19/02/2018

Crónica da anunciada avaria irreparável da geringonça (123)

Outras avarias da geringonça.

Continua a celebração do "maior crescimento do século" (2,7%), feito que a geringonça se atribui, como se das reversões, reposições e restituições de «direitos adquiridos» brotassem turistas (as receitas do turismo aumentaram 16,6% em 2017) e florescessem exportações, que têm sido os factores determinantes do crescimento. E passando ao lado do facto de 19 dos 28 membros da UE, nenhum deles bafejado por algo parecido com uma geringonça, terem crescido em 2017 mais do que Portugal. E voltando a passar ao lado do facto de a CE prever que Portugal voltará a divergir em 2018 e 2019, com um crescimento de 2,2% e 1,9%, abaixo da UE e abaixo de todos os outros países com excepção da França, Itália e Bélgica.

Divergência no crescimento que poderá acentuar-se porque continuamos sem recuperar o diferencial de produtividade face à média europeia e até o estamos a agravar, visto os custos de trabalho, que já tinham aumentado 1,4% em 2016, aumentaram 2,5% em 2017. E o aumento está em aceleração porque no quarto trimestre de 2017 o Índice de Custo do Trabalho ajustado de dias úteis teve um aumento homólogo de 4,7%. Note-se que, como seria de esperar, este aumento foi maior no sector de bens não transaccionáveis que não está sujeito à concorrência internacional (aumento de 3,6% contra 1,7%).

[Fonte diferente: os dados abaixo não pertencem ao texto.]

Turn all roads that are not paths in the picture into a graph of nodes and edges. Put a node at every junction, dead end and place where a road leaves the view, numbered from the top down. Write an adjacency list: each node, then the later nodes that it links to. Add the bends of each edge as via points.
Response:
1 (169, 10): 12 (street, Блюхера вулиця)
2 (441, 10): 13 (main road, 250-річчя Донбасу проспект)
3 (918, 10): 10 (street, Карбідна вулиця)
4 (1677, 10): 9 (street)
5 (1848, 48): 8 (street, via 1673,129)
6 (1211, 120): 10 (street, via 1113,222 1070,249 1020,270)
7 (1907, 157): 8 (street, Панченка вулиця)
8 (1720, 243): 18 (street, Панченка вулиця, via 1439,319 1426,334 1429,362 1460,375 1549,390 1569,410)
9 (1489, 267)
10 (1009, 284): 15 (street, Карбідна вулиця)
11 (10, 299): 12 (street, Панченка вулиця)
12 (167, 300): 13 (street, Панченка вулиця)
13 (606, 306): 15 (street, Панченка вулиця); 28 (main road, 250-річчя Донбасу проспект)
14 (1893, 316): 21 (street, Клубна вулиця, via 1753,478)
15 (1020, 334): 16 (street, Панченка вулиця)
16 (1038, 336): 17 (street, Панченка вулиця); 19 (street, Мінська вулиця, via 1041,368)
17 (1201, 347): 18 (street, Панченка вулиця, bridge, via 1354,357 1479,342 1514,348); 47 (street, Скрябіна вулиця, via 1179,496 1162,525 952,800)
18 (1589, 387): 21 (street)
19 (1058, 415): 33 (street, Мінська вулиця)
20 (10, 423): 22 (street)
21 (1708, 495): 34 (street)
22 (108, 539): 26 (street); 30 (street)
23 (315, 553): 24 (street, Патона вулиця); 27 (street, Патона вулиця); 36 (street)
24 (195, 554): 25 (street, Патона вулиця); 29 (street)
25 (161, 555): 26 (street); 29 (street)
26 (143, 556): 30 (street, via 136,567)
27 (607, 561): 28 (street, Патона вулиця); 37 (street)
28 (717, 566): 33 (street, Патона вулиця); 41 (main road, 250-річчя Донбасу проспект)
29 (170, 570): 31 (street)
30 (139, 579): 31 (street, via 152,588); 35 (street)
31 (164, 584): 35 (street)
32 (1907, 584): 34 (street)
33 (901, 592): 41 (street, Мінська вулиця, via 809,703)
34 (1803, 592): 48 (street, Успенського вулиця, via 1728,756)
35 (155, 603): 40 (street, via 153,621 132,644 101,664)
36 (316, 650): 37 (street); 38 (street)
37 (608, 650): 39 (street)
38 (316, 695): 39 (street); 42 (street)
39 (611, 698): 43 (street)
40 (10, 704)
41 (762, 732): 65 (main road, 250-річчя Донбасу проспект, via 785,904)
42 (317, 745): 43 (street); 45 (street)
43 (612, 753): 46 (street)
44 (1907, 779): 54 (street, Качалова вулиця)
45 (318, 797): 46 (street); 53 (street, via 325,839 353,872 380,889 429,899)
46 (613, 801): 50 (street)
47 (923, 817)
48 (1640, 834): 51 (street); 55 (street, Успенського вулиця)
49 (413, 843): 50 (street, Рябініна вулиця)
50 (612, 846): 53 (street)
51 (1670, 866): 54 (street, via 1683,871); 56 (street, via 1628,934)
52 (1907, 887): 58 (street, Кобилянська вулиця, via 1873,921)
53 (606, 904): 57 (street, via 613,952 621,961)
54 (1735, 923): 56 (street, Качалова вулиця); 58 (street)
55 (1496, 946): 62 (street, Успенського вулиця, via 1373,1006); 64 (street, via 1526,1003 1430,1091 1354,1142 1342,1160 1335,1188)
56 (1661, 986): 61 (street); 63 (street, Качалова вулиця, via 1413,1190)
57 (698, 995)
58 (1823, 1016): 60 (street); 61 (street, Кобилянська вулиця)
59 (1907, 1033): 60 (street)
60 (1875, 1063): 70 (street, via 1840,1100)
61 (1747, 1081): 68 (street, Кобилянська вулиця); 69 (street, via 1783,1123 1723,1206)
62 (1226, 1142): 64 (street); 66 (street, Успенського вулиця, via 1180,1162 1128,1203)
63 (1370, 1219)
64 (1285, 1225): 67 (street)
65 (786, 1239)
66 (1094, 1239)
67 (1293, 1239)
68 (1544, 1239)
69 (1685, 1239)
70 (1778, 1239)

A evolução do indicador coincidente da actividade económica do BdP, em trajectória descendente desde Setembro, confirma essa desaceleração. O mesmo se passa com o indicador de consumo, em linha com o abrandamento do crescimento do crédito ao consumo (haja Deus!) que atingiu 6,7 mil milhões e cresceu 12,6% em 2017. Abrandamento do crescimento do consumo que, ainda assim, nos coloca na posição honrosa de motor de El Corte Inglés com um total de compras de 453 milhões de euros o ano passado. É obra!

O crédito às empresas para investimento continua assim espremido entre o crédito ao consumo e o financiamento da banca ao Estado que atingiu o ano passado 47 mil milhões de euros. Quando um dia chegar o diabo que Passos Coelho viu antes de tempo (e o diabo mais tarde ou mais cedo sempre chega) a banca afundar-se-à neste mar de dívida pública com consequências parecidas às do último afundamento.

O crescimento que indubitavelmente se pode atribuir com toda a justiça à geringonça é o crescimento do número de utentes da vaca marsupial pública que voltou a subir em 2017 pelo terceiro ano consecutivo, atingindo 670 mil, mais 5,6 mil do que em 2017, nos quais se incluem quase 2 mil educadores de infância e professores do básico e secundário em contraste com a diminuição do número de alunos - entre 2011 e 2016 reduziu-se de 94 mil, ou seja mais de 10%. Enquanto isso o ganho médio mensal aumentou 1,6%.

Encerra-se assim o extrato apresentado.